La información periodística de la prensa financiera destaca por su indiferencia ante los millones de personas que se enfrentan ahora a un crudo futuro. Los mercados suben, los mercados bajan: nada fuera de lo normal. Sin embargo, la cobertura de China contrasta con la de Grecia. La caída de las acciones ha supuesto una pérdida de valor de 3,4 billones de dólares del mercado de valores de China, poco menos que el equivalente al valor total del PIB de Alemania, pero la cobertura en los medios se limita a las páginas económicas. La deuda de Grecia, en cambio, asciende a 354 000 millones de dólares, que solo representan una décima parte de las pérdidas chinas.

El desastre de los mercados chinos tiene sus propias características, pero no augura nada bueno para Occidente. Pese a las diferencias concretas, en Norteamérica, Europa y Japón se ha aplicado el mismo programa gubernamental de inflación de activos –empujando al alza el valor de las acciones y los bonos en un intento de estimular la economía real– desde que estalló la crisis financiera mundial. En Occidente, este programa se denomina “expansión cuantitativa” y ha sido responsable de la reducción de los tipos de interés a los niveles más bajos de la historia, del crecimiento de los mercados bursátiles y de la acumulación de fortunas por parte de las entidades financieras y los inversores acaudalados. En la vertiente de la inversión productiva, en cambio, el efecto ha sido casi nulo.

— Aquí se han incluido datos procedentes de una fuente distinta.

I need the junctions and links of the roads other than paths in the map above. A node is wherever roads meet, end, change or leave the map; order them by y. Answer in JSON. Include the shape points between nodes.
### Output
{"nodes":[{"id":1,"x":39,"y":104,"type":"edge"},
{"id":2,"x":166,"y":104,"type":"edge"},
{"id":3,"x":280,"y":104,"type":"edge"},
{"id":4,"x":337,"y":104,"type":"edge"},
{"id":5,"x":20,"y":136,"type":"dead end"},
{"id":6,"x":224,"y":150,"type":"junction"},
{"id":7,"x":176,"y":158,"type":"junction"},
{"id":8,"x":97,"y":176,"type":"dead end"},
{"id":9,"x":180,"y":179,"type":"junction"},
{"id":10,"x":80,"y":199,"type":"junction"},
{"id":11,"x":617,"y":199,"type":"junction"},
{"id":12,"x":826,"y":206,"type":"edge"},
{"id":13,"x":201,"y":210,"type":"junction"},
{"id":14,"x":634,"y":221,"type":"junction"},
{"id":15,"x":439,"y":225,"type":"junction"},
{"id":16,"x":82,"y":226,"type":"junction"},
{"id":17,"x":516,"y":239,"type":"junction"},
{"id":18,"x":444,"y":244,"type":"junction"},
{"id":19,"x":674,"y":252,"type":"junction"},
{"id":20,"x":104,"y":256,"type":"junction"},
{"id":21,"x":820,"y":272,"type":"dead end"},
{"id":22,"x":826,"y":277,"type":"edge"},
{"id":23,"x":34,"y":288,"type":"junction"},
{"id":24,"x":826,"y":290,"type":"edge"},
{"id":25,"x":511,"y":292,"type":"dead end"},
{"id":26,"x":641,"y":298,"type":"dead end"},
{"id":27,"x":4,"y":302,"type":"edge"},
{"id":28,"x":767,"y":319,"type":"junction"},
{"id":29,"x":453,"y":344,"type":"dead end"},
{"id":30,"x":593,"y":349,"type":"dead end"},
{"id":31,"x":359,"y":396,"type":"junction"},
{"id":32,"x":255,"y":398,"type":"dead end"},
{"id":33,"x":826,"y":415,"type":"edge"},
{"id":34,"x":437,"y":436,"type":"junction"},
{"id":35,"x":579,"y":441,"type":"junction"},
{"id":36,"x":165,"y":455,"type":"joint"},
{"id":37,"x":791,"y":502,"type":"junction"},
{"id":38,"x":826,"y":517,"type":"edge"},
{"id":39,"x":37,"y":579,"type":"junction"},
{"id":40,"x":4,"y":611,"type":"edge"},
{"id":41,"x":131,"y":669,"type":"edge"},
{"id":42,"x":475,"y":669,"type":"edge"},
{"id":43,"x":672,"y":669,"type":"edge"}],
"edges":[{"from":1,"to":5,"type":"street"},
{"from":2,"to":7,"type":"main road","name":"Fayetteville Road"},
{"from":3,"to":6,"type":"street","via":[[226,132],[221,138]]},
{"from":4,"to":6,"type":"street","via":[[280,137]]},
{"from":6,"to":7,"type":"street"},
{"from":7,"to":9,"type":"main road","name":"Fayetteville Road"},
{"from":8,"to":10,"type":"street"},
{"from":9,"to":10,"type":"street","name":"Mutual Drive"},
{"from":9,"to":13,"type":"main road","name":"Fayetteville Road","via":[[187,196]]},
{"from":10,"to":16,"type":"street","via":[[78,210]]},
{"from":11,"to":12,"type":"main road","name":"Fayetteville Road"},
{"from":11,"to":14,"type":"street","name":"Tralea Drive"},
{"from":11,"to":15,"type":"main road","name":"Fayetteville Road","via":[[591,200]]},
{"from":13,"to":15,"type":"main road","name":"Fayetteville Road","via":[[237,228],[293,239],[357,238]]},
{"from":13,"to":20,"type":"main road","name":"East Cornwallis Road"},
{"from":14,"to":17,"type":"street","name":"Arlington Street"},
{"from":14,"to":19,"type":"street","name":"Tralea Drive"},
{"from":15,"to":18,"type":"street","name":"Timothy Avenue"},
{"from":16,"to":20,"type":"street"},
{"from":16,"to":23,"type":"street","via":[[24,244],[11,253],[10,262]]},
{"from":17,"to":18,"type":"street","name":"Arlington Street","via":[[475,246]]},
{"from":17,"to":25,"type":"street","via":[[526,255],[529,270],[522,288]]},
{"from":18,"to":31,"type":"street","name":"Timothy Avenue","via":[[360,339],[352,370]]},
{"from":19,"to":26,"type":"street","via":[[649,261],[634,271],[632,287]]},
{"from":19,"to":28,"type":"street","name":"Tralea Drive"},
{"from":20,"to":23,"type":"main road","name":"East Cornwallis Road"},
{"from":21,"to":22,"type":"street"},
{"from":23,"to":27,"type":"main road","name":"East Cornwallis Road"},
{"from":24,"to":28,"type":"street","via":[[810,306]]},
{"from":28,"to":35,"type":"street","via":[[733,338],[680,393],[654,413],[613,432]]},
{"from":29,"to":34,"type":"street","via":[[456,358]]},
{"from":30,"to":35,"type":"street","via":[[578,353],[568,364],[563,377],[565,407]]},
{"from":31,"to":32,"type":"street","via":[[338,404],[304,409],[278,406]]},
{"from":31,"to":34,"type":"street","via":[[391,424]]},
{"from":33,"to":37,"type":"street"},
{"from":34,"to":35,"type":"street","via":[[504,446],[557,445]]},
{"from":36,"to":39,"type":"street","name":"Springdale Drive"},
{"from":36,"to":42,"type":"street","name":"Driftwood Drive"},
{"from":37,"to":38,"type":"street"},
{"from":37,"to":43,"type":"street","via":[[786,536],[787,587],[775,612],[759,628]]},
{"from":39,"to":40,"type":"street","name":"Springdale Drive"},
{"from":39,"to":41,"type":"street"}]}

En Occidente, el desmantelamiento del Estado de bienestar y el mayor recurso a los fondos de pensiones privados en vez de las pensiones públicas también han llevado a que la suerte de cientos de millones de trabajadores dependa ahora de los vaivenes de los mercados de valores. Las caras demacradas de ciudadanos chinos que asisten actualmente a la disipación de sus perspectivas de futuro podrán verse también, pronto o tarde, en los países occidentales.


El hundimiento de la Bolsa tendrá consecuencias políticas en China. La burbuja bursátil era un plan consciente urdido por el presidente Xi para reequilibrar la economía, y con el colapso del mercado de valores, la credibilidad de Xi ante otros dirigentes rivales del partido estará por los suelos, lo que estimulará las batallas fraccionales en el seno de la clase dominante. Y fuera de la clase dominante, entre los millones de personas desesperadas que han perdido sus ahorros, cundirá el resentimiento. La gente estará enfadada con el gobierno, que hace apenas unas semanas todavía afirmaba que invertir en acciones era una apuesta segura. También se percatarán de que muchos de los grandes inversores se descolgaron del mercado algunas semanas antes del colapso. Aunque esta rabia no se exprese en manifestaciones callejeras (que de todos modos no cabe descartar), en las mentes de muchos chinos cundirá la idea de que la elite dirigente no se preocupa para nada de su suerte.